The Complete Guide to Multi-Platform Data Sharing
Learn how to implement governed data sharing across Snowflake, Databricks, and sFTP without building custom pipelines for each client.
The Complete Guide to Multi-Platform Data Sharing
In today's data-driven economy, enterprises need to share data with clients, partners, and subsidiaries across multiple platforms. However, building custom data pipelines for each client and platform combination quickly becomes a maintenance nightmare.

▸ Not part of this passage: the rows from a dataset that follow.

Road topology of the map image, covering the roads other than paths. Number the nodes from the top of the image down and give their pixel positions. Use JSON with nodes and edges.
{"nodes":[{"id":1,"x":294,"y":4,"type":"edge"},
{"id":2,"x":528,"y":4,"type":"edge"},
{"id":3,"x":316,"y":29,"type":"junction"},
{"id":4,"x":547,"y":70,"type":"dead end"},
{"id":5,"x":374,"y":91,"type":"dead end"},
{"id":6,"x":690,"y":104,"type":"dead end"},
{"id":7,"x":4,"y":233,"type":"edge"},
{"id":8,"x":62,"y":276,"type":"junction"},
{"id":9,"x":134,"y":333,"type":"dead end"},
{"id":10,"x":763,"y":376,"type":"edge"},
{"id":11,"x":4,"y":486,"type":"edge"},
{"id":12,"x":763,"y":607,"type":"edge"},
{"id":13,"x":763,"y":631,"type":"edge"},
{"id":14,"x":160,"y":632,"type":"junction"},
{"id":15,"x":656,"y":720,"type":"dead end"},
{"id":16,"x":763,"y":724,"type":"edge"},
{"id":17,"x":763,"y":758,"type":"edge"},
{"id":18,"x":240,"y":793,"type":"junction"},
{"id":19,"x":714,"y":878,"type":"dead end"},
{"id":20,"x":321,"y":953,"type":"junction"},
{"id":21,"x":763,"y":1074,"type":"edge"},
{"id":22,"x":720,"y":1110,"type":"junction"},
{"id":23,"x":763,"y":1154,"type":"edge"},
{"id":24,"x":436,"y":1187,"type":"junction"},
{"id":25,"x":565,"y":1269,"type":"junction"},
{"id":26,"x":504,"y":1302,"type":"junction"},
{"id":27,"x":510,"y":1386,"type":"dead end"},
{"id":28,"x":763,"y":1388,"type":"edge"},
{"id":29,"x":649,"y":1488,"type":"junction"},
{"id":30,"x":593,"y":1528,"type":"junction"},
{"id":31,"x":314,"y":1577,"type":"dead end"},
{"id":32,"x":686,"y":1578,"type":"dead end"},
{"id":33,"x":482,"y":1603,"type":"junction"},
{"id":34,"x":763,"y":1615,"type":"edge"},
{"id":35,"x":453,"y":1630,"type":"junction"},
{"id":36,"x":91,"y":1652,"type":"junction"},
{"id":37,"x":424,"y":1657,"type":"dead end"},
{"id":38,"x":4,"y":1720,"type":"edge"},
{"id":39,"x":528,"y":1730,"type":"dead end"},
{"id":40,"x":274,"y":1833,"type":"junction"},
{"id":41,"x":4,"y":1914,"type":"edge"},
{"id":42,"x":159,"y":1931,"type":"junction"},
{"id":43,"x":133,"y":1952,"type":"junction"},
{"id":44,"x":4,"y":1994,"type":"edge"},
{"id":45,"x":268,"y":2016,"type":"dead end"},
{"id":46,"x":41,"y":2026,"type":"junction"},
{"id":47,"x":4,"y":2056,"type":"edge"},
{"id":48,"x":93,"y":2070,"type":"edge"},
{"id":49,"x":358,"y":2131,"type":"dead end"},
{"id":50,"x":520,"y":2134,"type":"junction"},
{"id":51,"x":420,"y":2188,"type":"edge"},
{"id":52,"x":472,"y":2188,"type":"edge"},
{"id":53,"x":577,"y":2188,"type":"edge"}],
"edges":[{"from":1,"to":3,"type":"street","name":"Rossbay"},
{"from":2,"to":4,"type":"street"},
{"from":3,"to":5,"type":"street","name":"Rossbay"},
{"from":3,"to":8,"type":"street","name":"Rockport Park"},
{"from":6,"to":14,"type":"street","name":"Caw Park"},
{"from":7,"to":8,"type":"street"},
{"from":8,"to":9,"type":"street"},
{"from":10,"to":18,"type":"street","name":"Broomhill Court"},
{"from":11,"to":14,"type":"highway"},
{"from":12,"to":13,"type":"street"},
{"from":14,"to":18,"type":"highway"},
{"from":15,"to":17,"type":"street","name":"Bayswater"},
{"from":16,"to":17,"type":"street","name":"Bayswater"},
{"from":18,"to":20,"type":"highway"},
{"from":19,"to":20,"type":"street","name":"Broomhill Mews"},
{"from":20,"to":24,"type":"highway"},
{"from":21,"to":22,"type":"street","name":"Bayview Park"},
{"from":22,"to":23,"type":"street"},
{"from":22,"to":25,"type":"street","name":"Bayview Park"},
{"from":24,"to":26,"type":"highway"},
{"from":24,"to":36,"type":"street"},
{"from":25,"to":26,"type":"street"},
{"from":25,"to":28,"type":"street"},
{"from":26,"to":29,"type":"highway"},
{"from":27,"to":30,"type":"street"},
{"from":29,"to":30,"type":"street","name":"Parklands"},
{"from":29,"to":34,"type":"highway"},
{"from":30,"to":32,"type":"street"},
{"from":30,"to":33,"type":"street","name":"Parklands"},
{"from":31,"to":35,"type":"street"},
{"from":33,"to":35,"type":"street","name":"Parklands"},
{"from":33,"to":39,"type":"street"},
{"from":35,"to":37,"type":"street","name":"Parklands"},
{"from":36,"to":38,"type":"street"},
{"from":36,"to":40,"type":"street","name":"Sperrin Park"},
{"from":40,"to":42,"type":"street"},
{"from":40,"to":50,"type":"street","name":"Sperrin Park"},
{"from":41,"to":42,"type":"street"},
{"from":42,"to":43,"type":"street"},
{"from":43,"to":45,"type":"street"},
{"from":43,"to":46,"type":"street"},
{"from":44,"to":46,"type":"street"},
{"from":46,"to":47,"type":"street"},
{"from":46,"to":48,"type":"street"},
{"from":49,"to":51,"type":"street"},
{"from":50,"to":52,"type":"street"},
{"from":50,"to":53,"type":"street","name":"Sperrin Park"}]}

The Challenge: Platform Fragmentation
Different clients have different preferences and infrastructure setups:
- Enterprise clients often prefer Snowflake Data Shares for real-time access
- Analytics teams may request Databricks Delta Sharing for ML workflows
- Legacy systems still require traditional sFTP file transfers
- Compliance requirements vary by client and industry
Building separate infrastructure for each combination leads to:
- High engineering overhead
- Inconsistent security controls
- Difficult change management
- Operational complexity
The Solution: Unified Control Plane
A modern approach consolidates all data sharing operations through a single control plane that:
1. Source Connectivity
Connect once to your primary data sources:
- Snowflake warehouses
- Databricks clusters
- PostgreSQL databases
- Cloud storage (S3, Azure Blob, GCS)
2. Governance Layer
Apply consistent controls across all destinations:
- Row-level security filters
- Column masking and encryption
- Client-specific access policies
- Audit logging and compliance tracking
3. Multi-Destination Delivery
Automatically deliver to client preferences:
- Snowflake Data Share: Zero-copy sharing for real-time access
- Databricks Delta Sharing: Native integration with Delta Lake
- sFTP: Encrypted file transfers for legacy systems
Implementation Best Practices
Security First
- Implement least-privilege access controls
- Use client-specific encryption keys
- Maintain detailed audit trails
- Regular access reviews and revocation
Operational Excellence
- Automate schema change propagation
- Monitor delivery success rates
- Set up alerting for failures
- Document client-specific requirements
Performance Optimization
- Cache frequently accessed datasets
- Optimize data formats per platform
- Implement intelligent retry logic
- Monitor and tune delivery times
Getting Started
- Assess Current State: Document existing data sharing arrangements
- Define Governance: Establish security and compliance requirements
- Choose Architecture: Select unified platform vs custom build
- Pilot Implementation: Start with 2-3 key clients
- Scale Gradually: Migrate remaining clients systematically
Conclusion
Multi-platform data sharing doesn't have to mean multi-platform complexity. By implementing a unified control plane with proper governance, you can deliver data to any platform while maintaining security, compliance, and operational efficiency.
The key is to abstract away platform differences while preserving the native benefits each platform provides to your clients.